Director hire made for West Virginia Center on Budget and Policy

Brian Skinner State Fiscal & Economic Policy

Allen

WV MetroNews – – By Shauna Johnson — 

CHARLESTON, W.Va. — A divergence in economic recovery during the ongoing coronavirus pandemic is what the new executive director of the West Virginia Center on Budget and Policy said analysts with her organization have been tracking in recent weeks.

“Higher income folks have almost completely recovered jobs in West Virginia, but it’s low-wage workers who are still really feeling the brunt of the crisis,” said Kelly Allen.

After serving as the WVCBP’s interim director since July, Allen’s permanent hire for the director position was announced this week as the pandemic continues to dominate the organization’s state budget and tax policy work.

On Tuesday, the Center on Budget and Policy released a call for targeted use of West Virginia’s remaining federal CARES Act funding which must be spent on COVID-19 initiatives before the end of 2020.

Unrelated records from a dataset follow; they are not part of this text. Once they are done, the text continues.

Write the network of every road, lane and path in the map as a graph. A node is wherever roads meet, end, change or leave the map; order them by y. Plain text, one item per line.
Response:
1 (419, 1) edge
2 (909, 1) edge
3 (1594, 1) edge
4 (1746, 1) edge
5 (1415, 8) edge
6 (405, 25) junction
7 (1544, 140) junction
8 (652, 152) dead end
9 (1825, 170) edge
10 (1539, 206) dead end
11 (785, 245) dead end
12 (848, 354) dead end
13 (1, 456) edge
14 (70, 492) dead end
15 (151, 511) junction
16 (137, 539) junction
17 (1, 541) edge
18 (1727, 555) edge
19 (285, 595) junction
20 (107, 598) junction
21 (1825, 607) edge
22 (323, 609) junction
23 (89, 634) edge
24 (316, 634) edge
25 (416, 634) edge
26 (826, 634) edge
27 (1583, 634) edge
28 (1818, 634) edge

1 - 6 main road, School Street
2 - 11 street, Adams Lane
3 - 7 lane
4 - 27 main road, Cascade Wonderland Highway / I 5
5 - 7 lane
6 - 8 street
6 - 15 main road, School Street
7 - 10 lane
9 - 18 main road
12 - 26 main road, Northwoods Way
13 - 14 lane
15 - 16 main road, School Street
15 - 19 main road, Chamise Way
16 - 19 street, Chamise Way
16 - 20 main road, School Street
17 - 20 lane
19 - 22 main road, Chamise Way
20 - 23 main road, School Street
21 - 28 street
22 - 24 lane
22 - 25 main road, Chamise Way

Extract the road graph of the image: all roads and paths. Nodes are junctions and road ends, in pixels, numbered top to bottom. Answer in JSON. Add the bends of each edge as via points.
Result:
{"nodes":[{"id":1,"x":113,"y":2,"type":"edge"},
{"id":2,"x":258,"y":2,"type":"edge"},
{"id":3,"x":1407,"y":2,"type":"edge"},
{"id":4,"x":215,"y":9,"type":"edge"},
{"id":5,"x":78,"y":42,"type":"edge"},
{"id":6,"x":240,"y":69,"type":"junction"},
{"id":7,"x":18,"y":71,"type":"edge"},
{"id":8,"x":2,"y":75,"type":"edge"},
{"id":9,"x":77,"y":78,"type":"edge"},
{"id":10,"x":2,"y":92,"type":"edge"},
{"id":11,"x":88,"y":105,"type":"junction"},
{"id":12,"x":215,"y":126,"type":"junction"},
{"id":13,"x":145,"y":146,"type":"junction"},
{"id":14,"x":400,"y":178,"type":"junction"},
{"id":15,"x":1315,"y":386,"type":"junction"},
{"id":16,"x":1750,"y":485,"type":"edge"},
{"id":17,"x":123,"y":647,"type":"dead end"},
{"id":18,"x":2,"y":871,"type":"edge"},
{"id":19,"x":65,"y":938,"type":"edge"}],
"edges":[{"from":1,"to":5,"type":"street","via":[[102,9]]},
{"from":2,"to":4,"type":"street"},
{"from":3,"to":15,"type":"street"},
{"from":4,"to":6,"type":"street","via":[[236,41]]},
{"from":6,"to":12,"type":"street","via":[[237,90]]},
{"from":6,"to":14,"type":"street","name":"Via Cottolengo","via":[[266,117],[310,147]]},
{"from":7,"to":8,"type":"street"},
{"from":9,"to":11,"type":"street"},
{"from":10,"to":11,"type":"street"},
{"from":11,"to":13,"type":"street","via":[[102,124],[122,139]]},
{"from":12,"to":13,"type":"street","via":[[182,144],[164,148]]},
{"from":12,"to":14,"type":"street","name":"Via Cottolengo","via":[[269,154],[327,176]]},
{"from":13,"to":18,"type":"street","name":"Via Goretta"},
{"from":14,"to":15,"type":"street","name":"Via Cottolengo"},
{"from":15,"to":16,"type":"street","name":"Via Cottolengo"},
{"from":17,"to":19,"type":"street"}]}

The group’s priorities included direct housing and utility assistance; funding for child nutrition and related rural transportation costs; additional relief checks and financial support for workers to potentially help with expenditures like covering hazard pay or contact tracer costs.

Going forward, “My job is to maintain our reputation for providing rigorous, reliable analysis of public policy proposals and to advocate for those policies to look out for the needs of folks who aren’t always at the table when decisions are being made,” Allen said.

A native of Marion County, Allen first joined the West Virginia Center on Budget and Policy in 2018 as a policy outreach coordinator before becoming director of policy engagement in 2019 and deputy director in January of this year.

She previously worked with the West Virginia Healthy Start Navigator Project which connected West Virginia residents with health insurance coverage through the Affordable Care Act and via the Medicaid expansion.

In the pandemic, “I think there’s a renewed interest in things like paid family and medical leave, paid sick leave, opportunities for health care that aren’t tied to one’s job,” Allen said.

“I think the pandemic has really kind of revealed the importance of some policies that we’ve been talking about for a long time.”

Ahead is the 2021 Regular Legislative Session for members of the West Virginia Legislature.

“It could be a challenging budget year if jobs don’t recover quickly and we think it’s going to be months or even years before everybody gets back to work,” Allen said.

“So I think we really want to focus on protecting public services like education and health care, child care that are so important to people.”

Allen had been interim director since earlier this following the departure of Ted Boettner, the founding executive director of the West Virginia Center on Budget and Policy.

Boettner now works as a senior researcher at the Ohio River Valley Institute.